В российском обществе принято считать, что идти в учителя — не очень удачная судьба. Откуда же при таких установках возьмутся новые кадры?
И одним повышением зарплаты проблемы не решаются.
В последнее время школа стала предметом массового осуждения со стороны образованной публики. Повсеместно молодые родители в социальных сетях рассказывают, как плохо в школах, растет желание семей перевести детей на домашнее обучение и тому подобное. Я наблюдаю за этим внимательно. Но как исследователь начинаю думать, что это — не отражение ухудшающейся реальности, а своего рода дискурсивная мода: школу принято ругать. Этому много причин, в том числе — смещенная политическая активность. Критиковать иные институции сегодня — чревато болезненными последствиями, но жаловаться на то, что испортили школу, — безопасное дело. В сложившейся ситуации родители чувствуют власть над школой.

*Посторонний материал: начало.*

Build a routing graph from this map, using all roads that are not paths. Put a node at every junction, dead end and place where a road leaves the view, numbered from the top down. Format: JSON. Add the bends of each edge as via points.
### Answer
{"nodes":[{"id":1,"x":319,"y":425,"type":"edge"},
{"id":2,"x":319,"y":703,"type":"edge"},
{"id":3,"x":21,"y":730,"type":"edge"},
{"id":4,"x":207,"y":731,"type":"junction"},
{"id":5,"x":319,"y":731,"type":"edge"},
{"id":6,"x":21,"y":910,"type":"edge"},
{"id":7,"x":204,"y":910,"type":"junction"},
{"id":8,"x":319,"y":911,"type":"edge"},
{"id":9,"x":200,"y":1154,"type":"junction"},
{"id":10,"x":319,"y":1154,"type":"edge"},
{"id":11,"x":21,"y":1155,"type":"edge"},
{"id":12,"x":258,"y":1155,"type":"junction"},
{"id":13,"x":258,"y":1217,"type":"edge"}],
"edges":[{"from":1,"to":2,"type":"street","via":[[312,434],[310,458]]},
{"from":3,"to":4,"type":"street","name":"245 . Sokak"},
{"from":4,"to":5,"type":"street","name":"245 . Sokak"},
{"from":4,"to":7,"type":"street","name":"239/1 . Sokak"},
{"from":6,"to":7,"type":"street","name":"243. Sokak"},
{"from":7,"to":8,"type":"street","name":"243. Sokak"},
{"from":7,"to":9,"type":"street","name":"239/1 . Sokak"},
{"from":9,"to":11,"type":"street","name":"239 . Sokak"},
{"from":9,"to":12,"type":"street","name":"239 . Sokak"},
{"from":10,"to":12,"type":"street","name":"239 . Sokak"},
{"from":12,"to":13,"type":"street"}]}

Ситуация, когда школа всегда права, а дети и родители всегда не правы, — плохая. Так было когда-то раньше, и это неправильно. Но и новая тенденция, в которой учителя и школьные администраторы боятся что-то сказать поперек детям и родителям, — другая крайность.
Наши исследования показывают, что в престижных гимназиях детская травля фиксируется чаще, чем в обычных школах. Возможно, кривые школьно-родительские отношения — одна из причин. Учитель опасается объяснять высокостатусным родителям, что их сын травил кого-то. Проще замести сор под ковер, вдруг само рассосется?
Не хватает не только учителей, но и самих школ. Многие города растут, меняется распределение населения внутри агломераций, появляются новые районы. Также в разных районах города может быть разная рождаемость. Практически во всех крупных городах — Петербурге, Новосибирске, Екатеринбурге, Самаре и других — сегодня наблюдается катастрофический дефицит школ. В новых районах школы переполнены, дети занимаются в две смены. Но даже при этом часто расчетная вместимость школ на две смены меньше количества ребят, которые там учатся.
В одном из новых районов Петербурга родители подали в суд на управление образования из-за того, что дети занимаются в ужасных условиях. Суд сказал, что ничего неправильного в этом нет, поскольку все требования по росту учебных мест чиновниками выполняются. Есть утвержденный перспективный план по увеличению количества учебных мест, и ничего страшного, что новые школы строятся с какой-то задержкой.
Получается, что, с одной стороны, школы недостроены, недофинансированы, а с другой — переконтролированы. Это реальная ситуация в образовании, по моим наблюдениям, и в последние годы она становится заметно хуже.